Do you remember the time when you had to get out of your chair to change the TV channel?  TVs don’t ship without remote controls these days and we don’t give them a second thought.

But water companies are sending staff out to do manual tasks that could be done remotely.

The current labor market is very tight.  Even with pay increases north of 30% the O. B. Curtis treatment plant in Jackson, Mississippi only has 12 of the 24 staff it needs.

The result of the lack of labor in their case was a water conservation notice and a boil water notice, and intense and doubtless unwelcome scrutiny by the EPA.

The water industry is somewhat traditional in its approach.  It expects to have staff who go out into the field.  It expects to have engineers doing supervisory control work.  That’s even baked into the generic name for industrial control software SCADA.

With gas prices increasing steeply, it’s also more expensive to send people out into the field than ever before.

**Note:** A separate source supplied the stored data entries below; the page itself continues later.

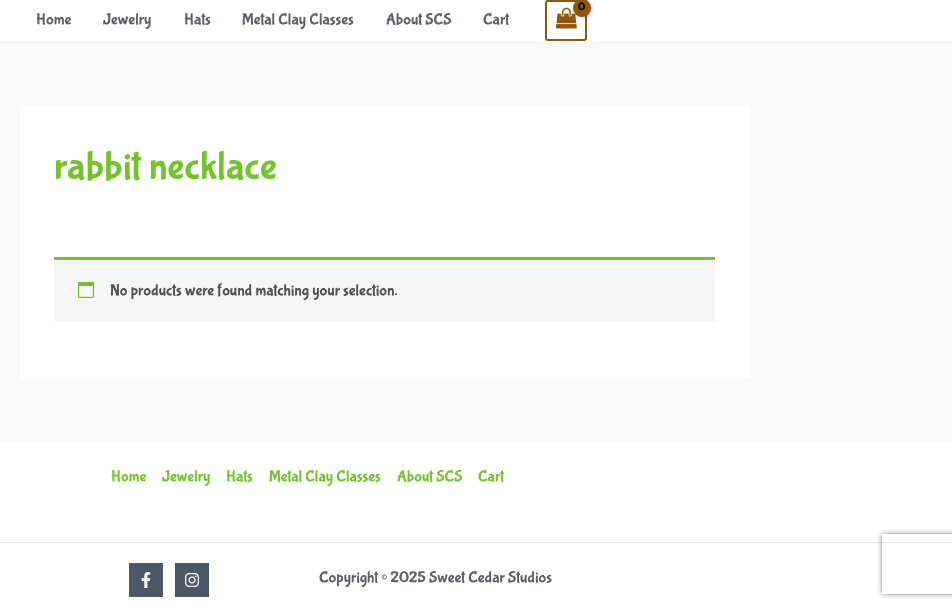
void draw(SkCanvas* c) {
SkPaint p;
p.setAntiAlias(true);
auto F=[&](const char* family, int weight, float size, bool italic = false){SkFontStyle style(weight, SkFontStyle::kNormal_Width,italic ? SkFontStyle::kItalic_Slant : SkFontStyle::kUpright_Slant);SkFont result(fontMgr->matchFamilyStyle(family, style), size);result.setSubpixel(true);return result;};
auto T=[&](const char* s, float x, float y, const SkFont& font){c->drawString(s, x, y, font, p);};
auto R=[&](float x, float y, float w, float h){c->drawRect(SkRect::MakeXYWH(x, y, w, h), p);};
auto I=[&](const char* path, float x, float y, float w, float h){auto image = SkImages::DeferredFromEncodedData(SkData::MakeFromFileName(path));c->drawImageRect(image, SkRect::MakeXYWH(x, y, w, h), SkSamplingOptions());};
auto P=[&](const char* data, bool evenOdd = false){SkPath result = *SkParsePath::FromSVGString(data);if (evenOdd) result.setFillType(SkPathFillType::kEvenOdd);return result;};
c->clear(0xfff9f9f9);
p.setColor(0xffffffff);
R(0,0,952,41);
p.setStroke(true);
p.setStrokeWidth(2);
p.setColor(0xff90570c);
c->drawRoundRect(SkRect::MakeXYWH(546,1,40,39),2,2,p);
I("1.png",556,7,21,22);
p.setStroke(false);
p.setColor(0x4d000000);
p.setMaskFilter(SkMaskFilter::MakeBlur(kNormal_SkBlurStyle, 1.5));
c->drawRoundRect(SkRect::MakeXYWH(574,0,18,18),9,9,p);
p.setMaskFilter(nullptr);
p.setColor(0xff90570c);
c->drawCircle(582,8,9,p);
auto f1 = F("Bubblegum Sans",700,11);
p.setColor(0xff000000);
T("0",578,10,f1);
auto f2 = F("Bubblegum Sans",400,16);
p.setColor(0xff5d6167);
T("Home",36,24,f2);
T("Jewelry",103,24,f2);
T("Hats",184,24,f2);
T("Metal Clay Classes",242,24,f2);
T("About SCS",386,24,f2);
T("Cart",483,24,f2);
p.setColor(0xffffffff);
R(20,105,730,273);
auto f3 = F("Bubblegum Sans",400,40);
p.setColor(0xff75c32c);
T("rabbit necklace",54,178,f3);
p.setColor(0xfff7f6f7);
R(54,260,661,62);
p.setColor(0xff75c32c);
R(54,257,661,3);
I("2.png",78,282,16,16);
p.setColor(0xff515151);
T("No products were found matching your selection.",110,295,f2);
p.setColor(0xffffffff);
R(0,442,952,166);
p.setColor(0xff75c32c);
T("Home",111,481,f2);
T("Jewelry",162,481,f2);
T("Hats",226,481,f2);
T("Metal Clay Classes",269,481,f2);
T("About SCS",397,481,f2);
T("Cart",478,481,f2);
p.setColor(0xffe6e6e6);
R(0,542,952,1);
p.setColor(0xff4e5768);
R(129,563,34,34);
I("3.png",141,572,10,16);
R(175,563,34,34);
I("4.png",185,573,14,14);
p.setColor(0xff5d6167);
T("Copyright © 2025 Sweet Cedar Studios",319,582,f2);
c->save();
c->clipPath(P("M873 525h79v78h-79zm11 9h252c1 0 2 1 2 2v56c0 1-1 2-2 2h-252c-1 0-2-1-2-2v-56c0-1 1-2 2-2z",true),true);
p.setColor(0xff808080);
p.setMaskFilter(SkMaskFilter::MakeBlur(kNormal_SkBlurStyle, 2.5));
c->drawRoundRect(SkRect::MakeXYWH(882,534,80,60),2,2,p);
p.setMaskFilter(nullptr);
c->restore();
}
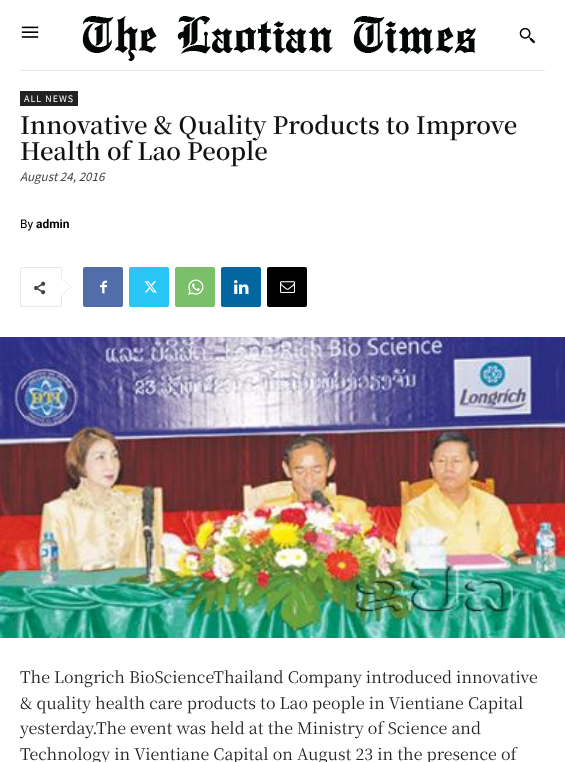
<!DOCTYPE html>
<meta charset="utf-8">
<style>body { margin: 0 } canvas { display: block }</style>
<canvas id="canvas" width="565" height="762"></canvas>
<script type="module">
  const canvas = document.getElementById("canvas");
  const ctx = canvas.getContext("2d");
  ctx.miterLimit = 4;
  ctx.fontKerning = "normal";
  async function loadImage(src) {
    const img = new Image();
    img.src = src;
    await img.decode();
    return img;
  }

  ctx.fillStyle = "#ffffff";
  ctx.fillRect(0, 0, 565, 762);
  ctx.fillStyle = "#e8e8e8";
  ctx.fillRect(20, 70, 525, 1);
  ctx.drawImage(await loadImage("img1.png"), 21, 26, 18, 12);
  ctx.drawImage(await loadImage("img2.png"), 82, 16, 394, 45);
  ctx.drawImage(await loadImage("img3.png"), 519, 27, 16, 17);
  ctx.fillStyle = "#222222";
  ctx.fillRect(20, 91, 58, 15);
  ctx.letterSpacing = "1px";
  ctx.font = "10px Source Sans Pro";
  ctx.fillStyle = "#ffffff";
  ctx.fillText("ALL NEWS", 24, 102);
  ctx.letterSpacing = "0px";
  ctx.font = "600 24px Noto Serif JP";
  ctx.fillStyle = "#111111";
  ctx.fillText("Innovative & Quality Products to Improve", 20, 134);
  ctx.fillText("Health of Lao People", 20, 160);
  ctx.font = "italic 13px Source Sans Pro";
  ctx.fillStyle = "#444444";
  ctx.fillText("August 24, 2016", 20, 181);
  ctx.font = "12px Roboto";
  ctx.fillStyle = "#000000";
  ctx.fillText("By", 20, 228);
  ctx.font = "bold 12px Roboto";
  ctx.fillText("admin", 36, 228);
  ctx.beginPath();
  ctx.roundRect(20.5, 267.5, 41, 39, 1.5);
  ctx.strokeStyle = "#e9e9e9";
  ctx.stroke();
  ctx.fillStyle = "#e9e9e9";
  ctx.beginPath();
  ctx.moveTo(61, 296);
  ctx.lineTo(61, 278);
  ctx.lineTo(72, 287);
  ctx.closePath();
  ctx.fill();
  ctx.drawImage(await loadImage("img4.png"), 34, 281, 12, 14);
  ctx.fillStyle = "#ffffff";
  ctx.beginPath();
  ctx.moveTo(61, 295);
  ctx.lineTo(61, 279);
  ctx.lineTo(71, 287);
  ctx.closePath();
  ctx.fill();
  ctx.fillStyle = "#516eab";
  ctx.beginPath();
  ctx.roundRect(83, 267, 40, 40, 2);
  ctx.fill();
  ctx.drawImage(await loadImage("img5.png"), 100, 280, 7, 14);
  ctx.fillStyle = "#29c5f6";
  ctx.beginPath();
  ctx.roundRect(129, 267, 40, 40, 2);
  ctx.fill();
  ctx.drawImage(await loadImage("img6.png"), 144, 281, 13, 12);
  ctx.fillStyle = "#7bbf6a";
  ctx.beginPath();
  ctx.roundRect(175, 267, 40, 40, 2);
  ctx.fill();
  ctx.drawImage(await loadImage("img7.png"), 188, 279, 16, 16);
  ctx.fillStyle = "#0266a0";
  ctx.beginPath();
  ctx.roundRect(221, 267, 40, 40, 2);
  ctx.fill();
  ctx.drawImage(await loadImage("img8.png"), 234, 280, 15, 14);
  ctx.fillStyle = "#000000";
  ctx.beginPath();
  ctx.roundRect(267, 267, 40, 40, 2);
  ctx.fill();
  ctx.drawImage(await loadImage("img9.png"), 280, 281, 15, 12);
  ctx.drawImage(await loadImage("img10.png"), 0, 337, 565, 301);
  ctx.font = "16px Noto Serif JP";
  ctx.fillStyle = "#222222";
  ctx.fillText("The Longrich BioScienceThailand Company introduced innovative", 20, 683);
  ctx.fillText("& quality health care products to Lao people in Vientiane Capital", 20, 709);
  ctx.fillText("yesterday.", 20, 734);
  ctx.fillText("The event was held at the Ministry of Science and", 96, 734);
  ctx.fillText("Technology in Vientiane Capital on August 23 in the presence of", 20, 760);
</script>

Water companies are going to need to deploy more technologies that 1) enable them to exercise remote control and 2) do some of the data analysis for them.

Here are a couple of examples:

  1. Advanced Pressure Management gives remote control over PRVs in the network enabling pressures to be adjusted without going to site.  It can also calculate control curves for the water company and automatically optimise pressures without the need to do any data analysis.
  2. Automated Flushing allows schedules to be set for flushing to ensure that water quality levels are maintained in the network without manual valve operation on site.  Smart flushing measures water quality parameters and automatically ensures that they are maintained.

It’s time to get a TV with a remote control.